DATA RECORDS:
──────

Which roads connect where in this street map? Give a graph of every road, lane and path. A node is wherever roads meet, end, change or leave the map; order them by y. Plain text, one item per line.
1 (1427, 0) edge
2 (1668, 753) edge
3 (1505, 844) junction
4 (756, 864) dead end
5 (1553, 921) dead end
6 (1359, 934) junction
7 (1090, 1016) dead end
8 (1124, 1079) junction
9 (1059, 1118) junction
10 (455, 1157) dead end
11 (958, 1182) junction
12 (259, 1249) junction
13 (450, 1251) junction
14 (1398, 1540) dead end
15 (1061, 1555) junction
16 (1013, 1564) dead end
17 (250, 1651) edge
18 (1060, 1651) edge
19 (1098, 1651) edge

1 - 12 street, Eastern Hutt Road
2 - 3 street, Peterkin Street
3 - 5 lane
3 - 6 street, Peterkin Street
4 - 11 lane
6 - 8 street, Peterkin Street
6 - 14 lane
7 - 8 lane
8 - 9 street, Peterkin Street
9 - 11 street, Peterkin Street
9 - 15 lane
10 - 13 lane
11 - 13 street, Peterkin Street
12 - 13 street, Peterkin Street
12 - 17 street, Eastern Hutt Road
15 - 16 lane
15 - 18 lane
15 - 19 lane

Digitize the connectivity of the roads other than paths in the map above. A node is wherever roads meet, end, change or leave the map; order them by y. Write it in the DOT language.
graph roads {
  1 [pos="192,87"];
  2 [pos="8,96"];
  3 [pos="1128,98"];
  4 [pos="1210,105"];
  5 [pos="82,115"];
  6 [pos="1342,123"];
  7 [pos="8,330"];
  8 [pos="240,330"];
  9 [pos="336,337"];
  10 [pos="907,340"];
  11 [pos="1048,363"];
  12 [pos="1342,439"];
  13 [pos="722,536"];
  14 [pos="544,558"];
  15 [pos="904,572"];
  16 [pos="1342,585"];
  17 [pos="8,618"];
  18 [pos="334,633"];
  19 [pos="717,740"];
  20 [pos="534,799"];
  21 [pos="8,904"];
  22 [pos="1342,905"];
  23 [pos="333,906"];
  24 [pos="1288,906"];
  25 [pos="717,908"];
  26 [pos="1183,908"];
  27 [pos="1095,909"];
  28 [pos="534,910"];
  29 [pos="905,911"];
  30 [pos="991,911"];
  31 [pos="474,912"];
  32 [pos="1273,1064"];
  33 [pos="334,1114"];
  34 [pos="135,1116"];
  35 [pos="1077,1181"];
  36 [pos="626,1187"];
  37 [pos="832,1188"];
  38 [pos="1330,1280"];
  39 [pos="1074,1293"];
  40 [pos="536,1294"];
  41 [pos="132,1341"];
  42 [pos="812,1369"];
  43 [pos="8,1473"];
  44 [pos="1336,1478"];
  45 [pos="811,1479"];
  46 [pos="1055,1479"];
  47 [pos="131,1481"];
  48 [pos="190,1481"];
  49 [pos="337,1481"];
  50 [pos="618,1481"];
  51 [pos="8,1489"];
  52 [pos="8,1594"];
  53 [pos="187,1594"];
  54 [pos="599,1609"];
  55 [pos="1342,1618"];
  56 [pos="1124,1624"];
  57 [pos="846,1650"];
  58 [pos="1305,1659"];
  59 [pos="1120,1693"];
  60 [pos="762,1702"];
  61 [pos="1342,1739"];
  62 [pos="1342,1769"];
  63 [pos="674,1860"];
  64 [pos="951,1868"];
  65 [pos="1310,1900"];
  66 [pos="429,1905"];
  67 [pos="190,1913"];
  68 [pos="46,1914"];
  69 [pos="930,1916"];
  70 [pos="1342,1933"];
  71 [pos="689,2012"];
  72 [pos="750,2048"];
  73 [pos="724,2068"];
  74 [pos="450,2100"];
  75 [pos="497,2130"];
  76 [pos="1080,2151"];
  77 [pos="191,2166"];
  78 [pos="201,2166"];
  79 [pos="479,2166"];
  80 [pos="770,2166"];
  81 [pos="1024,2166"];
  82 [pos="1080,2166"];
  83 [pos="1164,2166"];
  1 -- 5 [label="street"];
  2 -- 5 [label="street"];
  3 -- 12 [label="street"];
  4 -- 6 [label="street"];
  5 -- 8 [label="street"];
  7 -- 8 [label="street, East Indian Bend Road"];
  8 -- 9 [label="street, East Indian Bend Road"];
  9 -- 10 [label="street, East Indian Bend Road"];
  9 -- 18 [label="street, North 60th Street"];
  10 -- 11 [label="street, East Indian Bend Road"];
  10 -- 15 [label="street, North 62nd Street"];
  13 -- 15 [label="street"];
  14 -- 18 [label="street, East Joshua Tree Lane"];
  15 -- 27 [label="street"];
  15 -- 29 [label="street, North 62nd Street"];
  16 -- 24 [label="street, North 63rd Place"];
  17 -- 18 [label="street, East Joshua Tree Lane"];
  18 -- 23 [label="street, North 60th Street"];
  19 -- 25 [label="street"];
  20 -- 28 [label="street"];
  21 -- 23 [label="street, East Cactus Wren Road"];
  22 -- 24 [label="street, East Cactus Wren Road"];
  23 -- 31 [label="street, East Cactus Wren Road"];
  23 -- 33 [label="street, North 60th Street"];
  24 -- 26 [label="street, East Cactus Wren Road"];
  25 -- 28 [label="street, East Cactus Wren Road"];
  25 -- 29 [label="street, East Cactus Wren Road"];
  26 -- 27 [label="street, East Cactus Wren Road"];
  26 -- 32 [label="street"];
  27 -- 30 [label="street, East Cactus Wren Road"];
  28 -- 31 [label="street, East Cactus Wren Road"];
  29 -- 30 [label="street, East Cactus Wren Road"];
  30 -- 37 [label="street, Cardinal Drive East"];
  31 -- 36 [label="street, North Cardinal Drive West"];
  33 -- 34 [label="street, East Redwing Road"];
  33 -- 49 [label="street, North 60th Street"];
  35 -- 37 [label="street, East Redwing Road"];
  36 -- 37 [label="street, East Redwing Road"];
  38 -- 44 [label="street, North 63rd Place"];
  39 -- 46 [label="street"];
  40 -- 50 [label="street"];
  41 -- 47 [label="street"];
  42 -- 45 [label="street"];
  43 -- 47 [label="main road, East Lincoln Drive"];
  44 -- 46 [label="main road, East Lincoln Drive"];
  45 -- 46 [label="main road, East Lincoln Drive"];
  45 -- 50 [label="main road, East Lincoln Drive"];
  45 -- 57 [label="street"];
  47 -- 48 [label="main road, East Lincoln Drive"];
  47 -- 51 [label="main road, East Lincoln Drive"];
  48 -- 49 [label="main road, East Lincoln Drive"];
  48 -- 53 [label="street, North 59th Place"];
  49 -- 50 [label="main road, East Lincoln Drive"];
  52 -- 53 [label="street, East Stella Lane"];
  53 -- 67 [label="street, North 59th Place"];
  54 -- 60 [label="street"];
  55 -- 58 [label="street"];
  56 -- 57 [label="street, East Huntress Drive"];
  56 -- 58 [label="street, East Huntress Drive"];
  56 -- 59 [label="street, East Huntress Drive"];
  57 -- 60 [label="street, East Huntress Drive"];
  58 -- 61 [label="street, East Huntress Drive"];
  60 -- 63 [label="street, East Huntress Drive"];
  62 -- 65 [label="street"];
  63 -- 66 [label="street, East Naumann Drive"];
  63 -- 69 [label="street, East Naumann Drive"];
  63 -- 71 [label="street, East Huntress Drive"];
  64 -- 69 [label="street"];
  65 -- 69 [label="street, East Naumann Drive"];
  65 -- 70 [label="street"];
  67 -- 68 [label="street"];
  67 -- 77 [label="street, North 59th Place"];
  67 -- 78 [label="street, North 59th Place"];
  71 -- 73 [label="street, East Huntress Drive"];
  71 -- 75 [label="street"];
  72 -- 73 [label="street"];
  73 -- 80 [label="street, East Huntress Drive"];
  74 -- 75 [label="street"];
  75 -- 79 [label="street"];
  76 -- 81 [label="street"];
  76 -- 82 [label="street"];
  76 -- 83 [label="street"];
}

──────

TASK BRIEF: Count of lines in the data above that contain the string "Cactus": give this number and no other words.

TASK RESPONSE: 10